'Jokowi marah di Tanjung Priok sandiwara buat sentil kementerian'
Direktur Utama PT Pelindo II RJ Lino menepis bila kesalahan lambatnya pelayanan ada pada pihaknya.
Presiden Joko Widodo marah karena bongkar muat (dwelling time) di Pelabuhan Tanjung Priok sangat mengecewakan. Direktur Utama PT Pelindo II RJ Lino menepis bila kesalahan lambatnya pelayanan ada pada pihaknya.
"Saya berkali-kali bilang ke presiden, kalau proyek ini macet, bukan salah Pelindo. Itu karena delapan kementerian itu," kata RJ Lino di Kompleks Istana Kepresidenan, Jakarta, Senin (22/6).
Lino menjelaskan, dari delapan kementerian itu, satu dengan yang lainnya tidak terintegrasi dengan lainnya.
"Saya sudah sampaikan ke presiden. Presiden sudah tahu, sudah tahu, kemarin itu kan sandiwara besar aja kan, kasihan presidennya. Ha-ha-ha. Coba sekarang lihat hari ini, ada enggak orangnya? Enggak ada," jelas Lino.

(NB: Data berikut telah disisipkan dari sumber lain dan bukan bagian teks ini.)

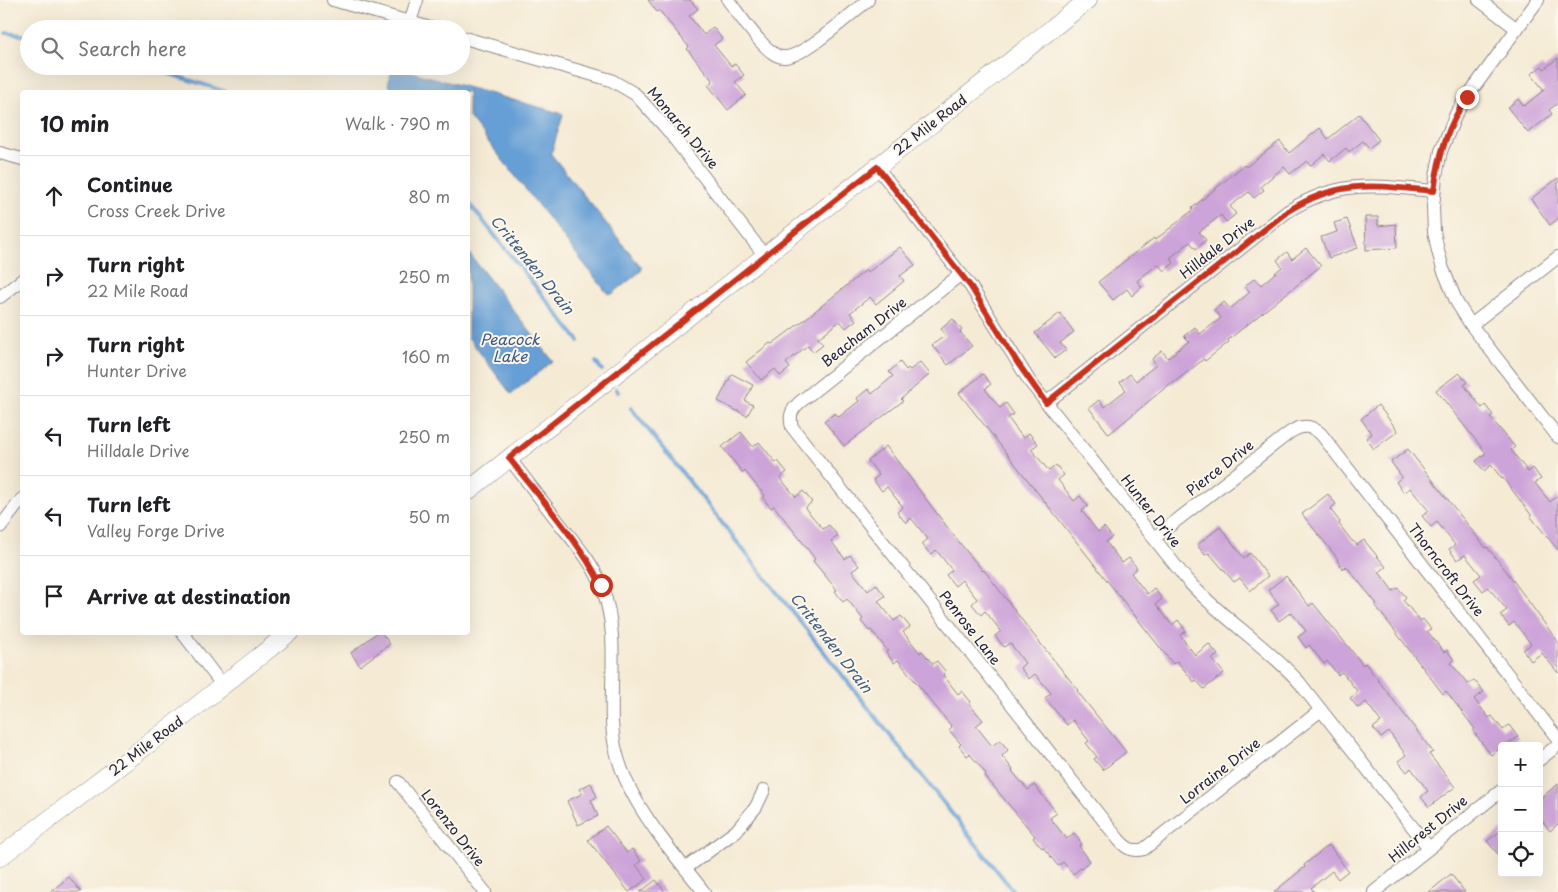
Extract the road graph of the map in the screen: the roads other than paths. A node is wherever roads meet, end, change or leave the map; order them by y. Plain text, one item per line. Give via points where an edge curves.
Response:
1 (333, 0) edge
2 (417, 0) edge
3 (728, 0) edge
4 (868, 0) edge
5 (1088, 0) edge
6 (1479, 0) edge
7 (1538, 0) edge
8 (403, 20) edge
9 (411, 20) edge
10 (1517, 29) junction
11 (470, 39) edge
12 (0, 153) edge
13 (20, 158) edge
14 (877, 167) junction
15 (1434, 191) junction
16 (765, 256) junction
17 (1558, 257) edge
18 (961, 274) junction
19 (20, 282) edge
20 (0, 297) edge
21 (1471, 325) junction
22 (1046, 403) junction
23 (790, 417) joint
24 (1306, 426) joint
25 (1558, 437) edge
26 (509, 458) junction
27 (470, 489) edge
28 (20, 502) edge
29 (0, 527) edge
30 (1154, 538) junction
31 (184, 635) edge
32 (286, 635) edge
33 (223, 686) junction
34 (1321, 710) junction
35 (1558, 738) edge
36 (1558, 745) edge
37 (1543, 757) edge
38 (398, 782) dead end
39 (764, 790) dead end
40 (1498, 793) edge
41 (1429, 848) junction
42 (1135, 851) joint
43 (0, 857) edge
44 (686, 868) junction
45 (485, 892) edge
46 (704, 892) edge
47 (1374, 892) edge

1 - 8 street
2 - 9 street
3 - 4 street via 766,48 783,58 807,49
5 - 14 street, 22 Mile Road
6 - 10 street
7 - 10 street
10 - 15 street via 1456,114 1441,151
11 - 16 street, Monarch Drive via 611,80 635,94 666,128
12 - 13 street
14 - 16 street, 22 Mile Road
14 - 18 street, Hunter Drive
15 - 21 street via 1434,231 1442,269
15 - 22 street, Hilldale Drive via 1357,186 1338,188 1304,201
16 - 26 street, 22 Mile Road
17 - 21 street
18 - 22 street, Hunter Drive
18 - 23 street, Beacham Drive via 800,402
19 - 20 street
21 - 25 street
22 - 30 street, Hunter Drive
23 - 42 street, Penrose Lane via 796,433 1113,833 1125,847
24 - 30 street, Pierce Drive via 1289,433
24 - 35 street, Thorncroft Drive via 1321,434
26 - 27 street, 22 Mile Road
26 - 44 street via 581,550 601,585 612,623 612,723 619,762 645,815
28 - 29 street
30 - 34 street, Hunter Drive via 1200,596 1286,667
31 - 33 street
32 - 33 street, 22 Mile Road
33 - 43 street, 22 Mile Road
34 - 41 street, Hunter Drive
34 - 42 street, Lorraine Drive via 1151,844
36 - 37 street
38 - 45 street, Lorenzo Drive
39 - 44 street via 748,819 736,831
40 - 41 street, Hillcrest Drive
41 - 47 street, Hillcrest Drive
44 - 46 street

Lino menambahkan, kemarahan Jokowi di Tanjung Priok adalah sebuah sandiwara besar untuk menyentil sejumlah kementerian. Yang mana di pelabuhan itu tidak ada orang yang melayani walaupun Jokowi baru saja marah. Padahal terdapat satu ruangan yang digunakan untuk saling berkoordinasi antar kementerian, tetapi delapan kementerian tersebut tidak berada di ruangan tersebut.
Lino menunjukkan sebuah foto kursi di dalam ruangan yang kosong. Hanya dari beberapa pegawai Kementerian Perdagangan dan Karantina yang siaga bekerja.
"Kosong coba. Ini baru hari ini coba, jadi habis marah-marah presiden, masih kayak begini nih. Tanya mereka lah, pokoknya bukan saya," tegas Lino.
"Ya orang-orang itu (yang gak bekerja) harus dipaksa. Ini kan yang sebabkan Rp 780 triliun inefisiensi kan karena begini," imbuhnya.
Lino menegaskan, sistem Pelindo terkait dwelling time sudah berjalan baik. Tetapi 8 kementerian yang bersinggungan dengan pelayanan pelabuhan belum bekerja. "Di saya, sistem itu suda ada semua. Ya kalau mereka (kementerian) enggak mau bicara gimana? Kalau disebut disuruh tambah lapangan? Enggak ada kaitannya tambah lapangan sama dwelling time. Mau tambah seribu hektar pun enggak ada gunanya, kalau barang itu tidak bisa keluar," jelas Lino.
"Harusnya (di ruangan) kan ada 8 instansi di sini. Coba lihat, bagaimana ini. Yang stand by cuman dua, dari perdagangan sama karantina. Di sini kan harusnya ruang koordinasi. Kalau cuman dua ini bagaimana bisa koordinasi," tutupnya.